In some ways this was a good thing. It laid the foundation for a marriage where we discussed everything and made all our major decisions together. In other ways it wasn’t such a good thing, because it meant that I unknowingly deferred to everything he wanted and put him first. As wife, I laid aside huge parts of myself “to make the marriage work”.

In this respect, Jack’s dementia has been a gift. I would never wish it on him; don’t get me wrong. It is hell to deal with, and worse to watch him go through it. It is not a path that either of us chose. But there is a gift in it that I have just recently discovered. It is the freedom to be my full self, for the first time in my life.

I realized that involving Jack in all the decisions is something that no longer works. This doesn’t mean I don’t tell him anything. He is still my husband and wants to be part of the decision making even though he no longer understands. I will never make him feel excluded.

What it does mean, though, is that I have let go of the need to explain my decisions, justify them, or ask his permission before I do something.
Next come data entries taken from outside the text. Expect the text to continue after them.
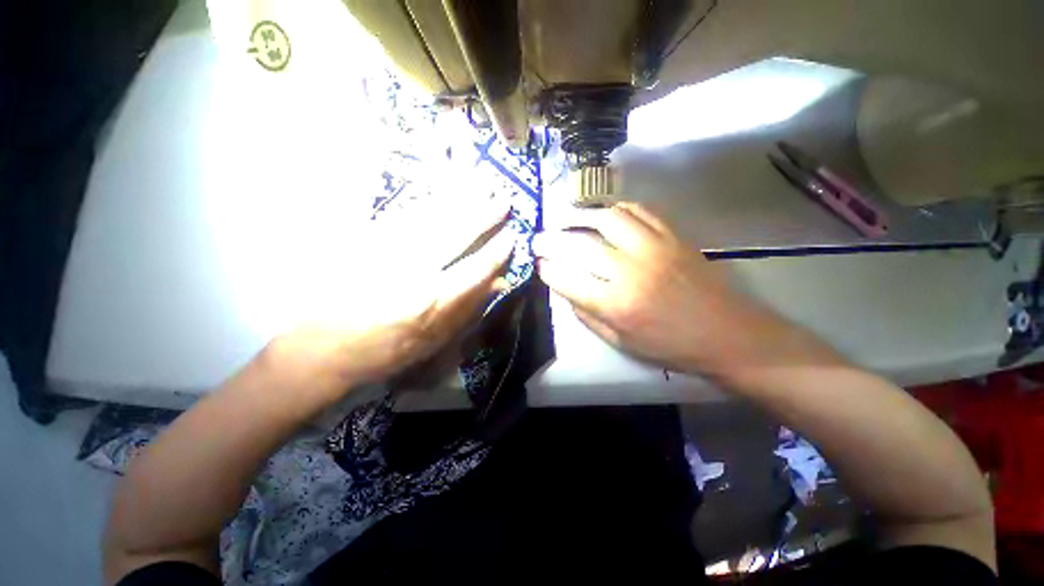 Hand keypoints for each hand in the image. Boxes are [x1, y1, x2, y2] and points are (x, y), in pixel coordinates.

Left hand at [265, 192, 514, 398]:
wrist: (321, 347)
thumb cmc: (384, 351)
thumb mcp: (433, 341)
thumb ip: (468, 310)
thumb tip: (498, 283)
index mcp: (431, 302)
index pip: (475, 269)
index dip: (496, 252)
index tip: (511, 237)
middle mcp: (412, 270)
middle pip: (455, 234)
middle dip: (483, 215)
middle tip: (503, 199)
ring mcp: (386, 250)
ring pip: (431, 217)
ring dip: (459, 199)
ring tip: (479, 182)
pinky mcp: (364, 239)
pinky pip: (402, 214)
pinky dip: (427, 200)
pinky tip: (441, 189)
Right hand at [532, 202, 804, 377]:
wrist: (727, 334)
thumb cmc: (670, 346)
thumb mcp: (620, 342)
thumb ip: (587, 315)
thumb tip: (566, 289)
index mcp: (616, 304)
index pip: (567, 279)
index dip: (547, 270)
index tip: (539, 265)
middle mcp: (630, 270)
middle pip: (579, 245)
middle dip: (551, 241)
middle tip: (538, 239)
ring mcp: (653, 247)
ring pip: (606, 218)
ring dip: (579, 216)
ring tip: (566, 220)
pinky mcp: (672, 236)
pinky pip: (638, 211)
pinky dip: (614, 209)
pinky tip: (603, 215) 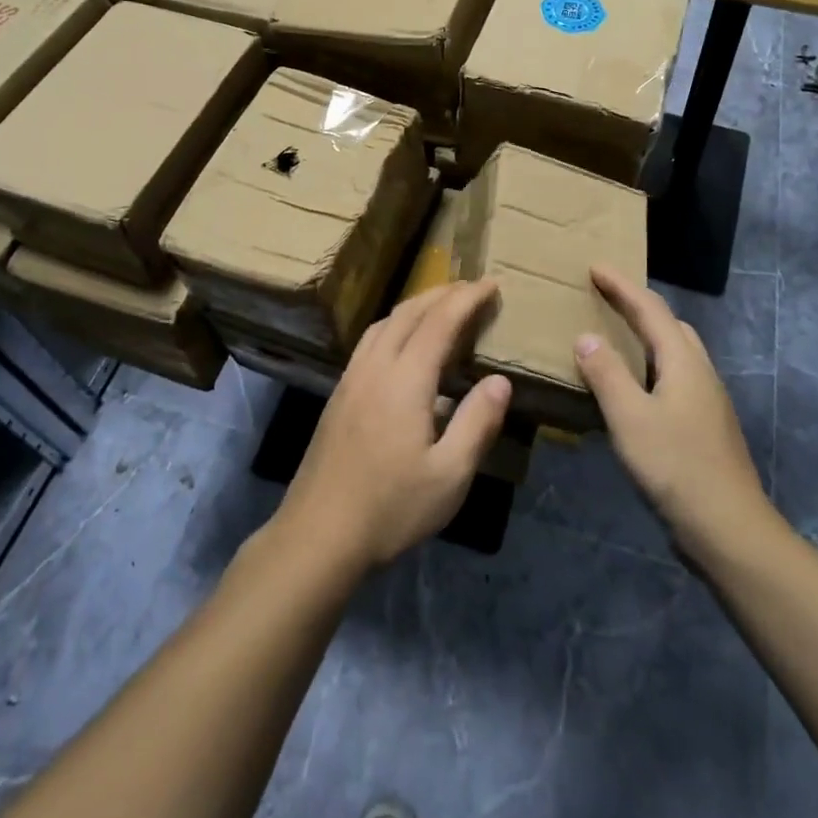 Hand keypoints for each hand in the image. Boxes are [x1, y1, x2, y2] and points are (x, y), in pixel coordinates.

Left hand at [273, 281, 512, 573]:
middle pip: (409, 312)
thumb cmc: (391, 507)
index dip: (467, 299)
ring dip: (415, 305)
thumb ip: (477, 423)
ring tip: (440, 306)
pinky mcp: (339, 394)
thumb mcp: (449, 476)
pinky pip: (370, 340)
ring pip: (384, 322)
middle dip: (442, 293)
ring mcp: (351, 379)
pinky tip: (402, 343)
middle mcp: (375, 367)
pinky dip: (394, 324)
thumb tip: (500, 381)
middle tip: (472, 288)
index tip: (492, 283)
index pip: (440, 322)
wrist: (318, 534)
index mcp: (405, 379)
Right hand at [575, 265, 783, 562]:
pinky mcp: (705, 424)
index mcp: (683, 361)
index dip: (621, 286)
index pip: (650, 309)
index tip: (595, 267)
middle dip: (637, 305)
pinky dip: (651, 364)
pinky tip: (634, 387)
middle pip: (669, 324)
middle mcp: (700, 372)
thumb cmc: (676, 466)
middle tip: (605, 298)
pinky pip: (675, 375)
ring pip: (675, 351)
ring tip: (616, 336)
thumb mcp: (630, 418)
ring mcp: (707, 400)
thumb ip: (606, 374)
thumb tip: (587, 337)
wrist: (729, 528)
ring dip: (647, 335) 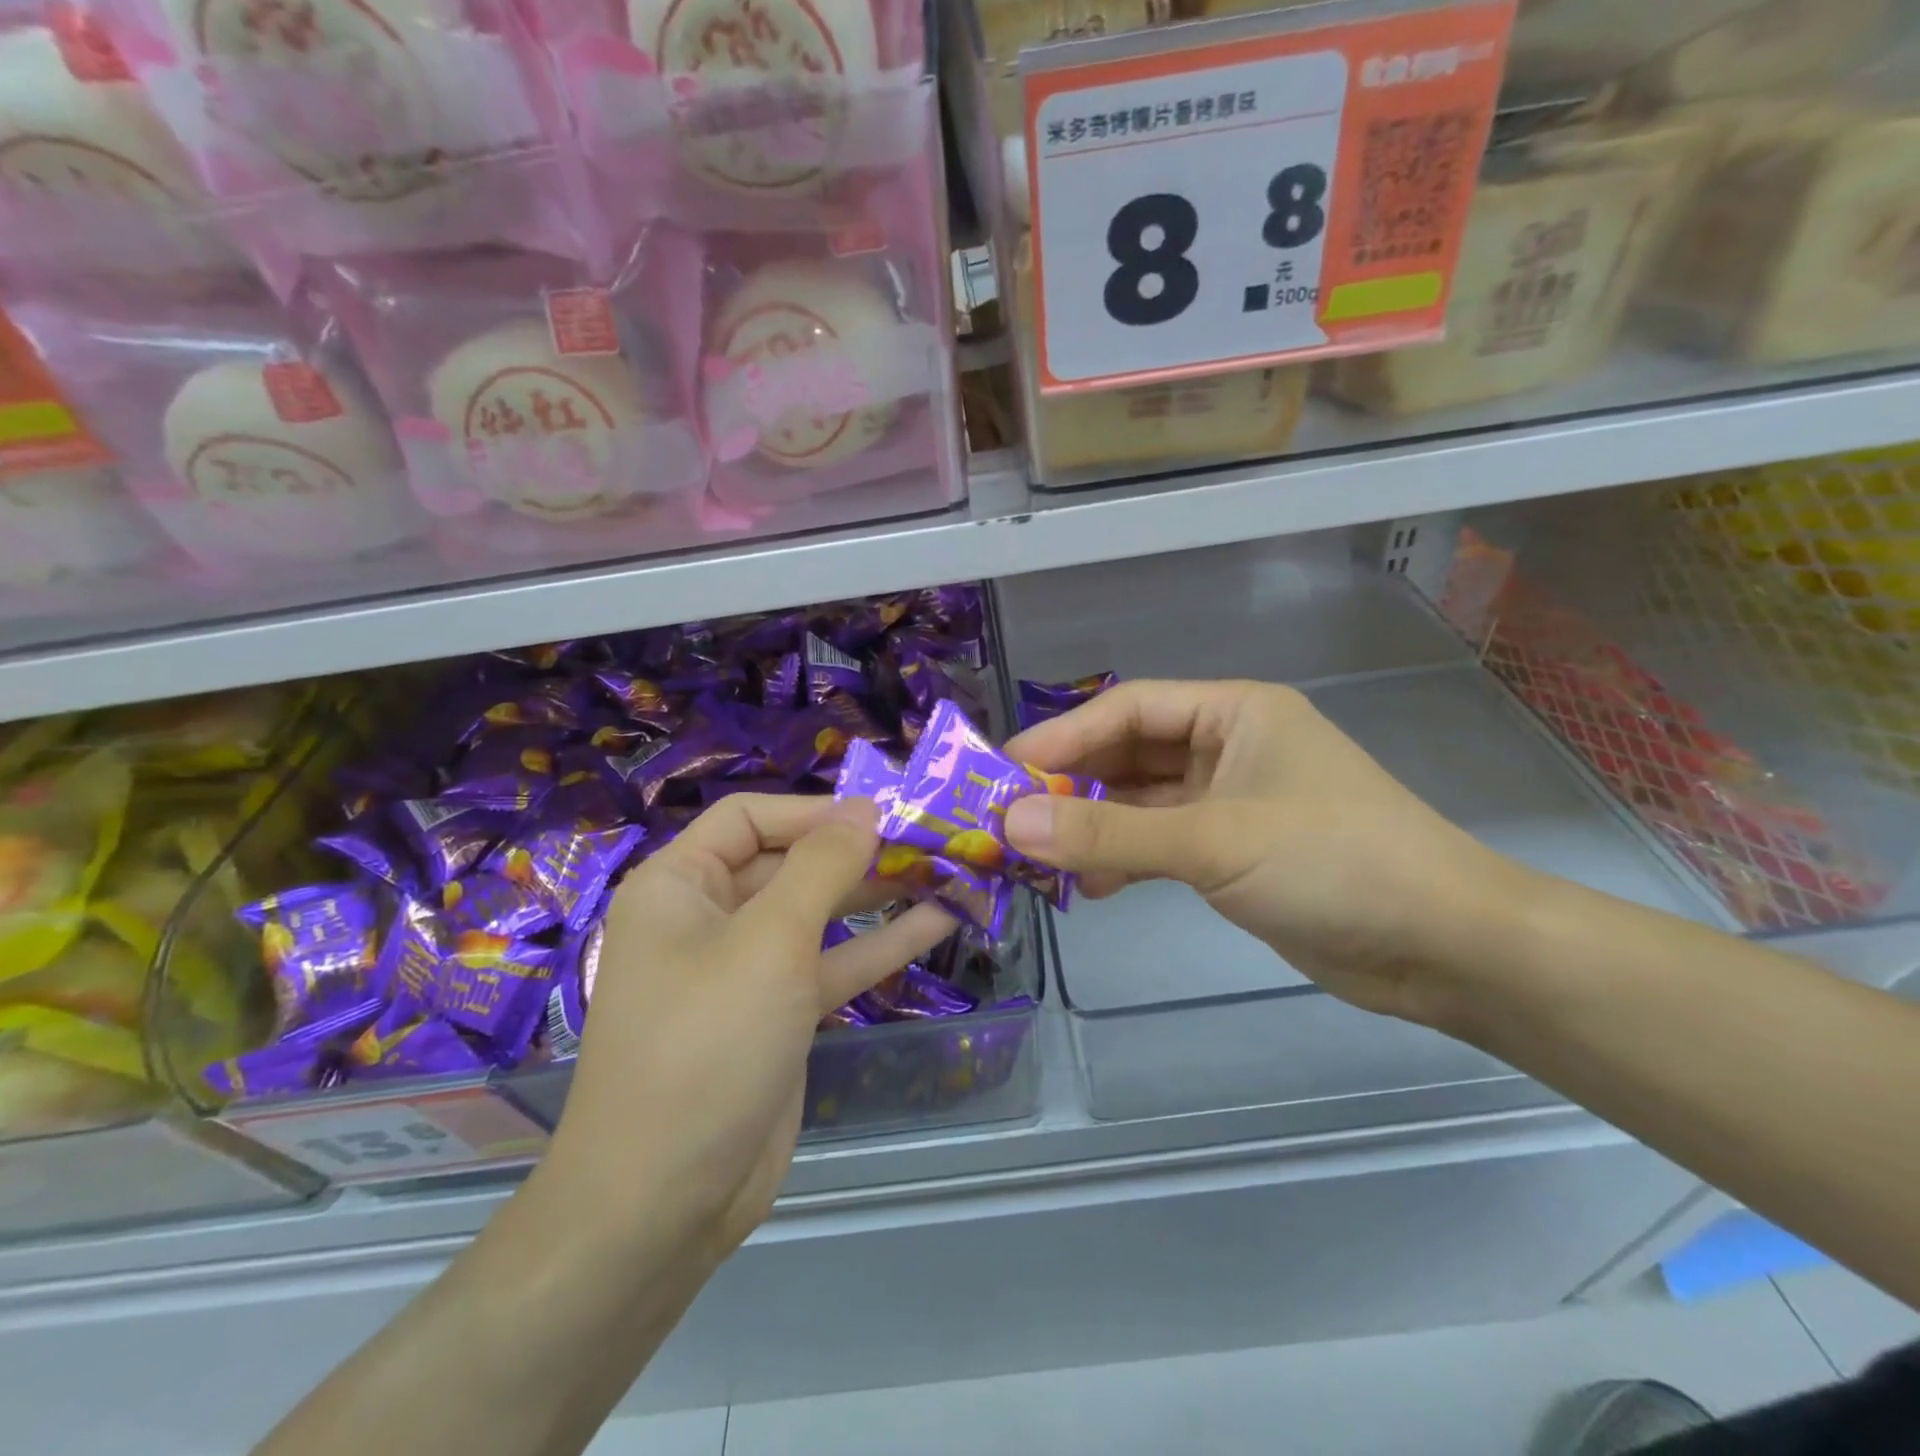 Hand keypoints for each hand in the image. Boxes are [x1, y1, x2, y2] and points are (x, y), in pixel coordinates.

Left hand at [549, 794, 954, 1262]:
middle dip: (858, 852)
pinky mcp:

He comprehends things at a child’s level. When that realization finally sank in, it was a light bulb moment.

You wouldn’t ask a child for permission to spend money. You wouldn’t ask a child’s permission before you made a financial or a medical decision for him. You wouldn’t involve him in complicated matters, like wills and POAs. If he asked what you were doing you would tell him and answer his questions. But you wouldn’t get his permission before you made said decision. The child might complain about a decision or say hurtful things, but this is due to his more limited perception and understanding. It is not because the child hates you.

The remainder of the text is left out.